Especially of women writers who are also, often, avid readers and quote collectors. Hermione Lee is the biographer queen, if you ask me. Her books Edith Wharton and Penelope Fitzgerald: A Life were my two favorites this year.


Books on Writing


I never stop talking or thinking about The Art of Memoir. (“...even I can grant myself permission to run buck-wild down the page with sentences dumb as stumps and few glimpses of anything pretty.”)

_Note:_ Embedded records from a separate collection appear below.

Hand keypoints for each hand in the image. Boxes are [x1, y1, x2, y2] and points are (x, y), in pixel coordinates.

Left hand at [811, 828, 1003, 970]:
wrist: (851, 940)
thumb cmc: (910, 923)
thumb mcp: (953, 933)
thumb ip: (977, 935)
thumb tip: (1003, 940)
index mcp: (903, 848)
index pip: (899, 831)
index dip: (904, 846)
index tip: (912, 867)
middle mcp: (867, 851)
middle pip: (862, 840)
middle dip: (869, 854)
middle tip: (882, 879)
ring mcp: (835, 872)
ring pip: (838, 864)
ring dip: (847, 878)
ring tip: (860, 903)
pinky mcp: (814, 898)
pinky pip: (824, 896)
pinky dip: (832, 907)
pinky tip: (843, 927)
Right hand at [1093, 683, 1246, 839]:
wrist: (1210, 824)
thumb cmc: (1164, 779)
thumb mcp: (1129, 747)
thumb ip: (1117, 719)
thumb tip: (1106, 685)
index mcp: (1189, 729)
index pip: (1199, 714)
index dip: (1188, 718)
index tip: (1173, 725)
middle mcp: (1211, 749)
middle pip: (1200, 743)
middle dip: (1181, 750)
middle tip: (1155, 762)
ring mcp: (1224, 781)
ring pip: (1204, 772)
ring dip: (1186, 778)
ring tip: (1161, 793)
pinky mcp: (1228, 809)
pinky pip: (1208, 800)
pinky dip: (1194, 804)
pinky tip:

I also read three of Natalie Goldberg’s books on writing, my favorite (maybe everyone’s favorite?) being Writing Down the Bones. (“Basically, if you want to become a good writer, you need to do three things. Read a lot, listen well and deeply, and write a lot. And don’t think too much.”)


My Security Blankets


I get low-grade anxiety when I can’t look forward to curling up with a good mystery in the last hour before bed. I’m extremely picky about my mysteries. I like a mystery series in which I get the comforting pleasure of hanging out with a keenly insightful, intelligent and kind detective who has the situation well in hand even if we are in the dark; a detective who is a cross between psychopomp and Mary Poppins. Henry Gammadge (“Gamadge, always rested by platitudes, had relaxed in his chair.”) and Miss Silver (“Miss Silver, smiling at him from the other side of the hearth, her hands busy with her knitting, remained a stable point in an unsettled world.”) were my absolute favorites this year.


Books of Essays


In no way page turners, books of essays do let me enjoy brief dips into an author’s mind over the course of many months. Favorites this year:


  1. MFK Fisher’s Last House (Fisher was a fan of detective fiction as well, and had this to say about it: “Jacques Barzun, in his introduction to The Delights of Detection, says that ‘the emotion called forth [by detective feats] is that of seeing order grow out of confusion.’ This is something, of course, that gives courage and reassurance to no matter what type of woman, and I feel especially sensitive to it because of my wishful dependence upon a better order than my own.”).

  2. Ursula K. Le Guin’s The Wave in the Mind (“I used to be too respectful to disagree with Tolstoy, but after I got into my sixties my faculty of respect atrophied.”).


Fiction of the Non-mystery Variety


Weather by Jenny Offill was my favorite new work of fiction (“And then it is another day and another and another, but I will not go on about this because no doubt you too have experienced time.”). Otherwise my favorites were old favorites I reread again: Excellent Women, Hotel du Lac, The Guernsey Literary and Potato Peel Pie Society, A Room with a View.


Science-ish


I don’t tend to gravitate toward hard sciences, but a well-written book with a scientific foundation on a subject that appeals to me (we’re getting into a pretty small niche here) can be a game-changer. Reading Quiet by Susan Cain, I breathed a huge sigh of relief. All the self-help books I’d read that urge playing big and living out loud fit the mold of what Cain calls “the Extrovert Ideal - the omnipresent belief that the ideal self is gregarious, alpha, and comfortable in the spotlight.” Cain reassured me that, as an introvert, I didn’t fit naturally into that mold and I didn’t have to. Whew.